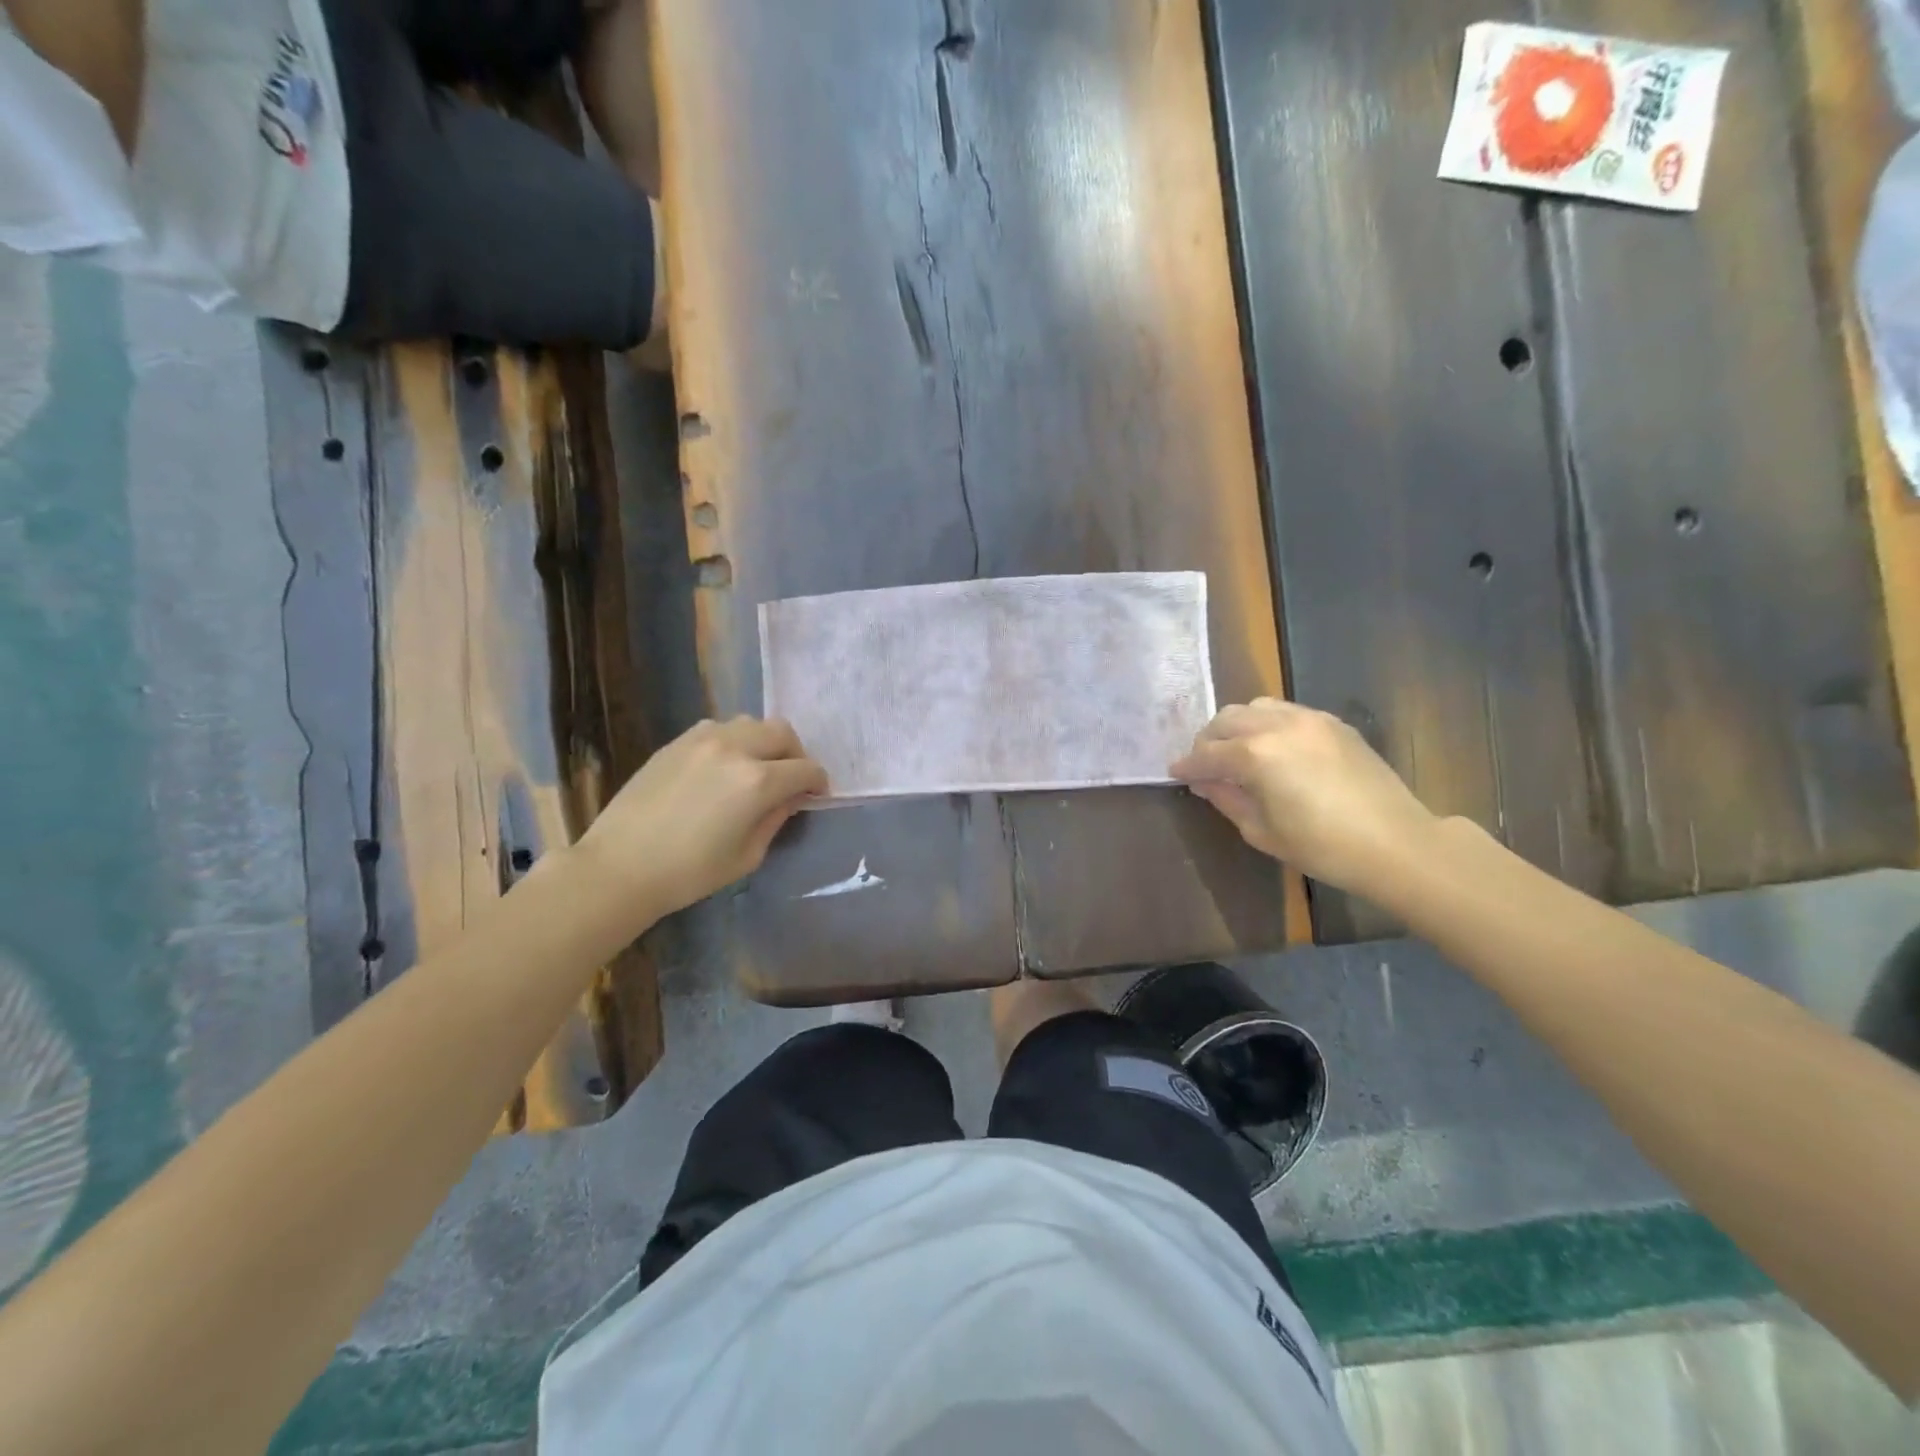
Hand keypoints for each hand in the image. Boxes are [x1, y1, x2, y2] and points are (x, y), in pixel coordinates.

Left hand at [571, 716, 826, 921]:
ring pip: (750, 723)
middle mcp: (735, 749)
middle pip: (782, 732)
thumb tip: (790, 798)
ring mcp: (702, 739)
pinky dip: (732, 741)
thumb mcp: (747, 855)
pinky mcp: (677, 742)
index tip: (815, 796)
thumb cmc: (689, 873)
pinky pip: (718, 728)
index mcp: (757, 781)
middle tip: (790, 779)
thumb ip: (775, 819)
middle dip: (795, 754)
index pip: (805, 769)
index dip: (817, 783)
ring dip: (763, 742)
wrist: (619, 867)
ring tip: (756, 768)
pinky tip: (722, 767)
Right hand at [1170, 699, 1437, 894]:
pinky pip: (1287, 711)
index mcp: (1255, 755)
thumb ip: (1227, 799)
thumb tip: (1205, 782)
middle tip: (1206, 766)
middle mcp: (1277, 726)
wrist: (1396, 843)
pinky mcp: (1333, 723)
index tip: (1176, 773)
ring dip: (1238, 726)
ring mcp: (1309, 719)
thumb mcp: (1261, 831)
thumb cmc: (1322, 847)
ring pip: (1255, 707)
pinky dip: (1269, 724)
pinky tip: (1275, 749)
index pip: (1207, 754)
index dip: (1187, 766)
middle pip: (1226, 720)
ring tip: (1239, 752)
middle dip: (1209, 741)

▬▬▬▬▬▬▬▬▬▬

In the copy you write, the data above must appear exactly, with no pictures.

● **Exercise output**
Hand keypoints for each hand in the image. Boxes are [x1, y1, x2, y2] and points are (x, y), in pixel coordinates.

Left hand at [571, 716, 826, 921]:
ring pip: (750, 723)
middle mcp: (735, 749)
middle pip: (782, 732)
thumb tip: (790, 798)
ring mcp: (702, 739)
pinky dip: (732, 741)
thumb mcp: (747, 855)
pinky mcp: (677, 742)
index tip: (815, 796)
thumb cmc: (689, 873)
pinky pip: (718, 728)
index mcp: (757, 781)
middle tip: (790, 779)
thumb ip: (775, 819)
middle dip: (795, 754)
index pip: (805, 769)
index dip: (817, 783)
ring dip: (763, 742)
wrist: (619, 867)
ring tip: (756, 768)
pinky tip: (722, 767)
Right hand at [1170, 699, 1437, 894]:
pinky pip: (1287, 711)
index mcp: (1255, 755)
thumb ip: (1227, 799)
thumb tip: (1205, 782)
middle tip: (1206, 766)
middle mcp: (1277, 726)
wrist: (1396, 843)
pinky mcp: (1333, 723)
index tip: (1176, 773)
ring dip: (1238, 726)
ring mcp: (1309, 719)
thumb mcp: (1261, 831)
thumb cmc: (1322, 847)
ring pip: (1255, 707)
pinky dip: (1269, 724)
pinky tip: (1275, 749)
index pip: (1207, 754)
index dip: (1187, 766)
middle pip: (1226, 720)
ring tip: (1239, 752)
middle dip: (1209, 741)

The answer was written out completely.